While assembling the Record at Counsel press, the undersigned carefully studied the 4 original lease documents (after Petitioner's original Exhibits were returned to the appellate printer). I literally jumped out of my chair when I first noticed the use of wite-out only visible on the one original of the "second lease." Under the 3 areas of wite-out the following alterations were revealed: (1) the date was changed, (2) a forgery of the Tenant's deceased sister's signature (next to initials at the bottom of the page) (his sister is named as a co-tenant on the "second lease" only when all 4 lease documents were signed only Mr. Tran and Donna Chen, for the landlord's company, and (3) the Tenant's corporation, "SUN MEI FOOD... " is referred to as a party to the genuine lease, in the single-space heading at the top of the first page of the "second lease" when this corporation did not yet exist, which is why the genuine lease names the Tenant as Tran Han Ho "or a corporate assignee. "

These alterations under wite-out were the tip of the iceberg, and the wire-out was not the only "new evidence, "as stated by Judge Rakower in the Order denying the 5015(a)( 2) Motion. After discovering the 3 areas of wite-out, and what was under the wite-out, I took-the 4 original lease documents to two forensic document experts who discovered 4 or 5 more categories of defects which supported several conclusions, including that the first page of the "second lease" is nothing more than "a replacement page, not present when the document was originally prepared/executed." (See Osborn Report) In other words, the document purporting to be the "second lease," is nothing more than one of the 4 originals of the genuine lease, (each party received two originals) after removal of the first page which was replaced by what became the terms of the "second lease. "With the new evidence, the Tenant was able to prove that the "second lease " is nothing more than an altered version of one of the 4 originals of the genuine lease for the subject grocery store. It was not noticed that there are 3 originals of the genuine lease, not 2, and that there is only one original of the "second lease," not 2. These fundamental errors remain uncorrected, since the Appellate Term affirmed the trial Decision based on "credibility." Thus the contradictions between the findings of act and the 4 original lease documents were ignored. The Appellate Term also affirmed the Order denying the Tenant 's newly discovered evidence Motion, acknowledging the possibility that the "second lease" is fake, but finding that the Tenant had not satisfied the "due diligence " criteria 05015(of a)(2) because of Judge Rakower's misleading Order. The misconduct by the landlords was again totally overlooked. (See Match 6,200l Decision, (Exh. #1) June 20,2002 Order denying 5015(a)(2). Motion (Exh. #2) affirmed by the Appellate Term December 20, 2002 and January 21, 2003, respectively (Exhs. #1 and #2) and Order of Appellate Division denying leave to appeal dated October 14, 2003 (Exh. #8))

Recent events

On November 5, 2003 -- the same day scheduled for a hearing to determine "prevailing market rates," and additional attorney's fees, the undersigned submitted an Order to Show Cause to Part 52, seeking to permanently vacate the warrant on the grounds that the Money Judgment was being satisfied, and based on good cause shown, given that this is a bona fide dispute as to the validity of the alleged "second lease." Certainly this was not a routine non-payment proceeding.) After the hearing and my Order to Show Cause was randomly referred from Part 52 to Judge Rakower, (in a back-up part), I moved for recusal which was denied, on the record. (More than a week later, I obtained the transcript.) Judge Rakower refused to sign the Order to Show Cause, stating, 'The issue presented here was fully litigated at trial - on appeal - on post trial motions - also appealed ... Decline to sign." Thus, the Tenant was left without a stay, and without an order, meaning that there is no basis to seek a stay from the Appellate Term. While the same motion was immediately served on ordinary notice, returnable on November 14, the landlord requested an adjournment which was agreed to on the 13th, and on Monday, November 17 the Tenant received a 6-day Eviction notice.

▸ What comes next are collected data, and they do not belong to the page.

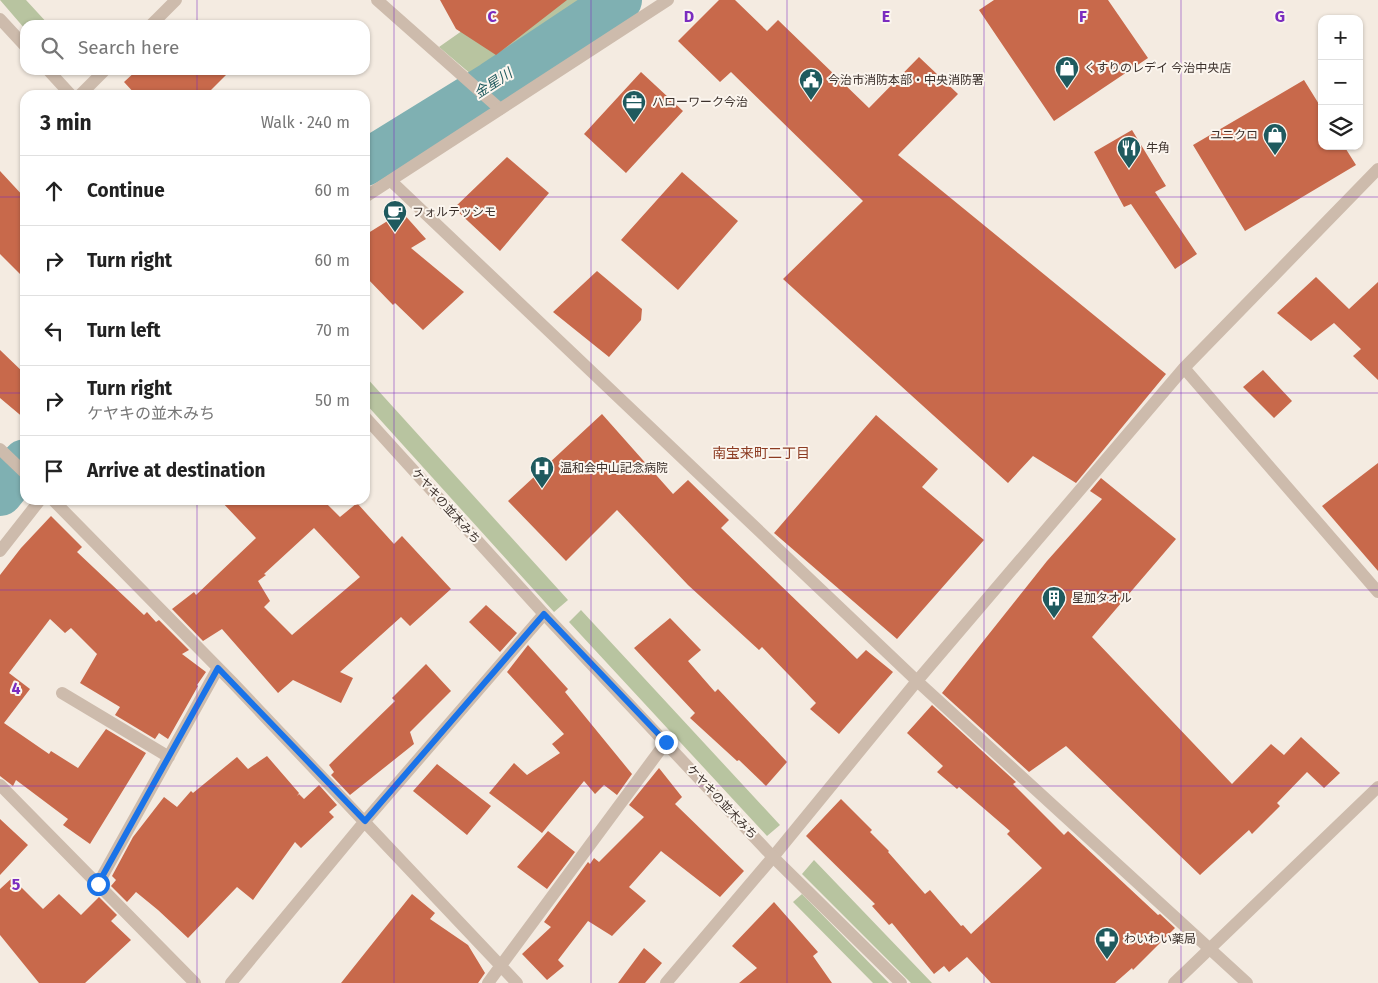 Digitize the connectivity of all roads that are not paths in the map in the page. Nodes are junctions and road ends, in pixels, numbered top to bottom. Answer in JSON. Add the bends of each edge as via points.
{"nodes":[{"id":1,"x":176,"y":0,"type":"edge"},
{"id":2,"x":377,"y":0,"type":"edge"},
{"id":3,"x":668,"y":0,"type":"edge"},
{"id":4,"x":0,"y":19,"type":"edge"},
{"id":5,"x":156,"y":20,"type":"edge"},
{"id":6,"x":20,"y":41,"type":"edge"},
{"id":7,"x":53,"y":75,"type":"edge"},
{"id":8,"x":100,"y":75,"type":"edge"},
{"id":9,"x":66,"y":90,"type":"edge"},
{"id":10,"x":85,"y":90,"type":"edge"},
{"id":11,"x":500,"y":109,"type":"junction"},
{"id":12,"x":1378,"y":169,"type":"edge"},
{"id":13,"x":391,"y":181,"type":"junction"},
{"id":14,"x":370,"y":194,"type":"edge"},
{"id":15,"x":1184,"y":368,"type":"junction"},
{"id":16,"x":370,"y":423,"type":"edge"},
{"id":17,"x":0,"y":449,"type":"edge"},
{"id":18,"x":20,"y":468,"type":"edge"},
{"id":19,"x":36,"y":505,"type":"edge"},
{"id":20,"x":58,"y":505,"type":"edge"},
{"id":21,"x":0,"y":551,"type":"edge"},
{"id":22,"x":1378,"y":592,"type":"edge"},
{"id":23,"x":544,"y":614,"type":"junction"},
{"id":24,"x":218,"y":668,"type":"junction"},
{"id":25,"x":917,"y":681,"type":"junction"},
{"id":26,"x":62,"y":693,"type":"dead end"},
{"id":27,"x":666,"y":742,"type":"junction"},
{"id":28,"x":169,"y":757,"type":"junction"},
{"id":29,"x":0,"y":785,"type":"edge"},
{"id":30,"x":1378,"y":787,"type":"edge"},
{"id":31,"x":365,"y":821,"type":"junction"},
{"id":32,"x":773,"y":857,"type":"junction"},
{"id":33,"x":98,"y":884,"type":"junction"},
{"id":34,"x":1210,"y":949,"type":"junction"},
{"id":35,"x":500,"y":964,"type":"junction"},
{"id":36,"x":195,"y":983,"type":"edge"},
{"id":37,"x":231,"y":983,"type":"edge"},
{"id":38,"x":488,"y":983,"type":"edge"},
{"id":39,"x":517,"y":983,"type":"edge"},
{"id":40,"x":666,"y":983,"type":"edge"},
{"id":41,"x":901,"y":983,"type":"edge"},
{"id":42,"x":1174,"y":983,"type":"edge"},
{"id":43,"x":1247,"y":983,"type":"edge"}],
"edges":[{"from":1,"to":5,"type":"street"},
{"from":2,"to":11,"type":"street"},
{"from":3,"to":11,"type":"street"},
{"from":4,"to":6,"type":"street"},
{"from":7,"to":9,"type":"street"},
{"from":8,"to":10,"type":"street"},
{"from":11,"to":13,"type":"street"},
{"from":12,"to":15,"type":"street"},
{"from":13,"to":14,"type":"street"},
{"from":13,"to":25,"type":"street"},
{"from":15,"to":22,"type":"street"},
{"from":15,"to":25,"type":"street"},
{"from":16,"to":23,"type":"street","name":"ケヤキの並木みち"},
{"from":17,"to":18,"type":"street"},
{"from":19,"to":21,"type":"street"},
{"from":20,"to":24,"type":"street"},
{"from":23,"to":27,"type":"street","name":"ケヤキの並木みち"},
{"from":23,"to":31,"type":"street"},
{"from":24,"to":28,"type":"street"},
{"from":24,"to":31,"type":"street"},
{"from":25,"to":32,"type":"street"},
{"from":25,"to":34,"type":"street"},
{"from":26,"to":28,"type":"street"},
{"from":27,"to":32,"type":"street","name":"ケヤキの並木みち"},
{"from":27,"to":35,"type":"street"},
{"from":28,"to":33,"type":"street"},
{"from":29,"to":33,"type":"street"},
{"from":30,"to":34,"type":"street"},
{"from":31,"to":35,"type":"street"},
{"from":31,"to":37,"type":"street"},
{"from":32,"to":40,"type":"street"},
{"from":32,"to":41,"type":"street","name":"ケヤキの並木みち"},
{"from":33,"to":36,"type":"street"},
{"from":34,"to":42,"type":"street"},
{"from":34,"to":43,"type":"street"},
{"from":35,"to":38,"type":"street"},
{"from":35,"to":39,"type":"street"}]}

After contacting the Judge's court attorney, a letter was hand-delivered yesterday (Nov 20) with the original transcript and rejected. The letter was never seen by the Court. The message relayed through the court attorney after rejecting the letter and transcript was that that the Court would entertain nothing further until the continued "market rent" hearing on December 5. Without a signature, the transcript is not considered an Order, and thus there is nothing to appeal, preventing the Tenant from seeking an interim stay from the Appellate Term. It was clearly a "litigated motion" since both sides were heard on the motion. A copy of my letter to Judge Rakower and the 25-page transcript were transmitted by facsimile to my adversary. On the phone, the court attorney suggested that I had attempted an ex parte communication, which is not the case, nor is there any reason for same. I am effectively paralyzed from applying for a stay from the Appellate Term. And the Court's position is reminiscent of what occurred in June, 2002 when the Court effectively refused to seriously entertain the 5015(a)(2) Motion, totally misconstrued the "new evidence " and rendered a decision which misled the Appellate Term, as if the Motion had been considered and was rejected on the merits. The Court refused to consider. conducting a hearing, and never took the time to find out what it was claimed that the new evidence would prove. There was and continues to be a clear basis for reversal of the Judgment based on the unequivocal evidence which proves that the "second lease" is fake. But, at this moment, the market rent hearing is to continue on December 5, while the Tenant could be evicted as soon as November 25.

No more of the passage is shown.